_Description of the task_
Restate the following records word for word without images.

Stored data entries
┄┄┄┄┄┄┄┄┄┄
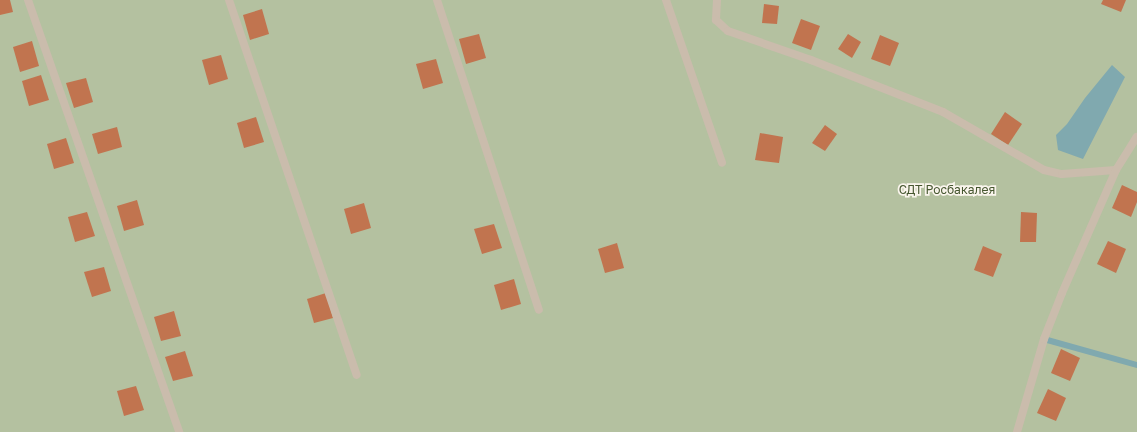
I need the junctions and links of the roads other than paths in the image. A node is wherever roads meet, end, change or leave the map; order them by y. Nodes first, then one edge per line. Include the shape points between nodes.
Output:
1 (28, 0) edge
2 (229, 0) edge
3 (437, 0) edge
4 (666, 0) edge
5 (717, 0) edge
6 (1137, 136) edge
7 (722, 163) dead end
8 (1116, 170) junction
9 (539, 310) dead end
10 (357, 375) dead end
11 (179, 432) edge
12 (1017, 432) edge

1 - 11 lane
2 - 10 lane
3 - 9 lane
4 - 7 lane
5 - 8 lane via 716,20 728,31 944,112 1044,170 1062,174
6 - 8 lane
8 - 12 lane via 1044,339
┄┄┄┄┄┄┄┄┄┄
_Task response_
I need the junctions and links of the roads other than paths in the image. A node is wherever roads meet, end, change or leave the map; order them by y. Nodes first, then one edge per line. Include the shape points between nodes.
Output:
1 (28, 0) edge
2 (229, 0) edge
3 (437, 0) edge
4 (666, 0) edge
5 (717, 0) edge
6 (1137, 136) edge
7 (722, 163) dead end
8 (1116, 170) junction
9 (539, 310) dead end
10 (357, 375) dead end
11 (179, 432) edge
12 (1017, 432) edge

1 - 11 lane
2 - 10 lane
3 - 9 lane
4 - 7 lane
5 - 8 lane via 716,20 728,31 944,112 1044,170 1062,174
6 - 8 lane
8 - 12 lane via 1044,339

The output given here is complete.